Classified information. A U.S. Representative introduced a bill, the Guarding the United States Against Reckless Disclosures Act (HR 7846), that would restrict classified access of federal employees who were charged or convicted of specific crimes—including obstructing an official proceeding, unlawful retention of national defense information, unlawful disclosure or improper handling of classified information, acting as a foreign agent, or compromising national security.

Climate change. The European Court of Human Rights in France found that the nation of Switzerland failed to properly address the climate crisis, violating human rights. The lawsuit was filed by more than 2,000 older Swiss women, claiming that the increasing heat and heat waves (due to climate change) threatened their health, quality of life, and endangered their lives.

Discrimination. Black Democratic lawmakers reintroduced a bill (HR 8191) into the U.S. House of Representatives that, if enacted, would prohibit discrimination against a person’s hairstyle or hair texture. The bill, also known as the CROWN Act, was previously passed in the House in 2019 and 2022, but it was blocked by the Senate.

Personal data. U.S. President Biden signed an executive order (EO 14117) that aims to prevent certain nations—including China, North Korea, and Russia—from buying Americans’ sensitive information from commercial data brokers.

Privacy. In Illinois, USA, a class-action lawsuit was filed against retail giant Target over alleged violations of the state’s Biometric Information Privacy Act.

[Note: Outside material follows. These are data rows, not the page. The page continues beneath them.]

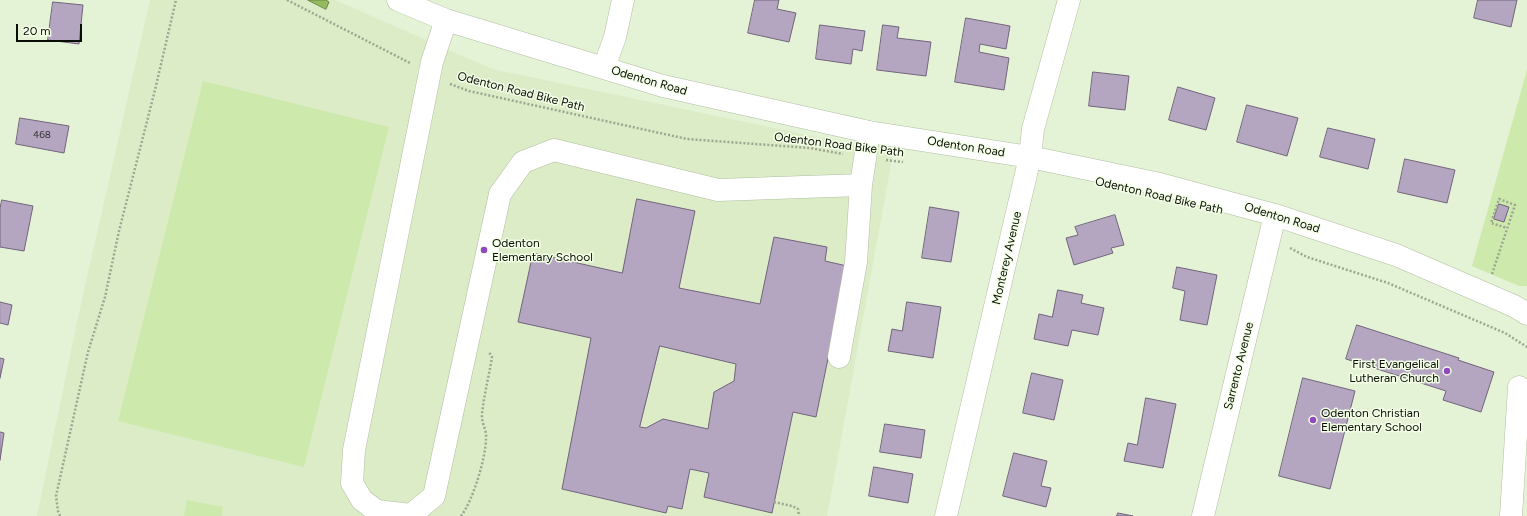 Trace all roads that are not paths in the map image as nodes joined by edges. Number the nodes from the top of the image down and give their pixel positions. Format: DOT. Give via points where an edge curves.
graph roads {
  1 [pos="398,0"];
  2 [pos="623,0"];
  3 [pos="1069,0"];
  4 [pos="446,20"];
  5 [pos="604,68"];
  6 [pos="869,132"];
  7 [pos="1030,157"];
  8 [pos="861,185"];
  9 [pos="1275,215"];
  10 [pos="1527,314"];
  11 [pos="839,357"];
  12 [pos="1519,387"];
  13 [pos="1517,507"];
  14 [pos="946,516"];
  15 [pos="1203,516"];
  1 -- 4 [label="street, Odenton Road"];
  2 -- 5 [label="street" via="615,37"];
  3 -- 7 [label="street, Monterey Avenue" via="1032,129"];
  4 -- 5 [label="street, Odenton Road"];
  4 -- 8 [label="street" via="430,73 354,450 352,483 362,500 377,511 411,515 434,496 500,194 523,162 554,150 718,190"];
  5 -- 6 [label="street, Odenton Road" via="663,86"];
  6 -- 7 [label="street, Odenton Road"];
  6 -- 8 [label="street"];
  7 -- 9 [label="street, Odenton Road" via="1160,184"];
  7 -- 14 [label="street, Monterey Avenue"];
  8 -- 11 [label="street" via="856,262"];
  9 -- 10 [label="street, Odenton Road" via="1396,255"];
  9 -- 15 [label="street, Sarrento Avenue"];
  12 -- 13 [label="street"];
}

The lawsuit claims that Target’s surveillance systems were collecting biometric data on customers without their consent.

Sexual assault. The U.S. Department of Justice has agreed to a $100 million settlement with the victims of sports doctor Larry Nassar. An internal investigation determined that the FBI mishandled abuse allegations against Nassar—who was a sports doctor at Michigan State University and at USA Gymnastics—prior to his arrest in 2016. The settlement agreement has not been finalized.

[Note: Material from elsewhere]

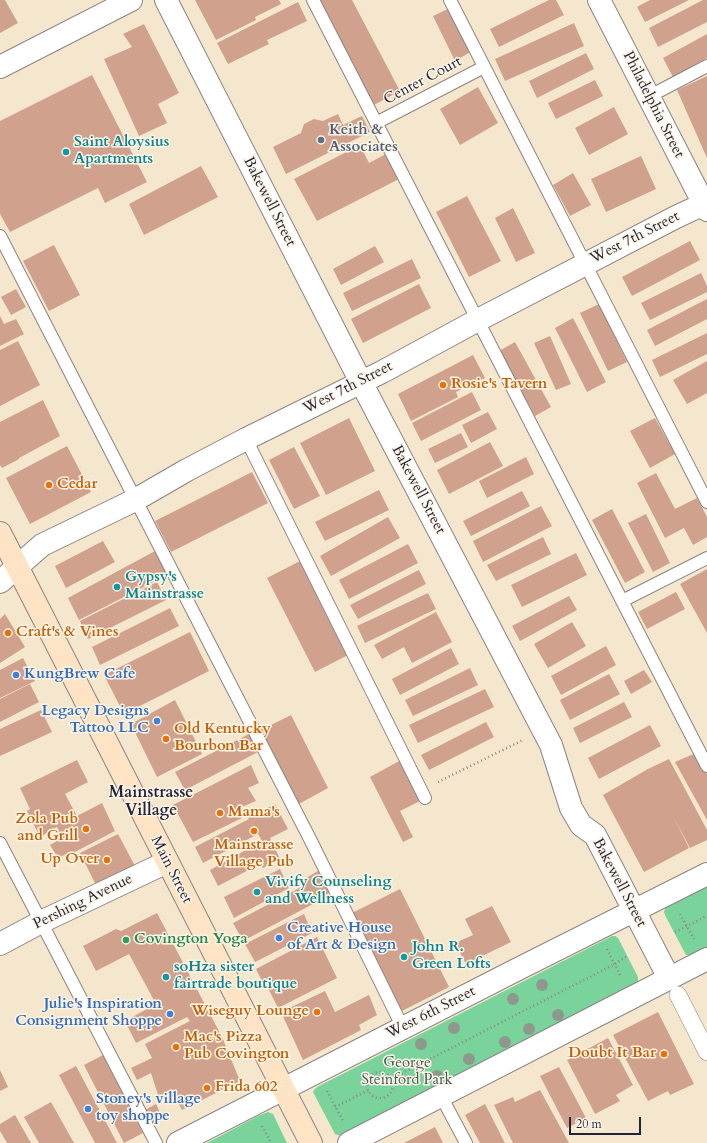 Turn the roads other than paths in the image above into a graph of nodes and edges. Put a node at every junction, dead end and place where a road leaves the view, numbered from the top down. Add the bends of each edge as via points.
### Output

Train derailment. Transportation company Norfolk Southern agreed to a settlement agreement that would close a class-action lawsuit filed after 38 train cars derailed outside of East Palestine, Ohio, USA, in February 2023. The derailment caused a massive fire, with toxic fumes generated by the flames and the 11 hazardous chemicals the cars were carrying. Nearly half of the town’s residents were forced to evacuate the area. The company agreed to pay $600 million and would not admit to any wrongdoing or liability. The agreement is pending approval from a federal judge.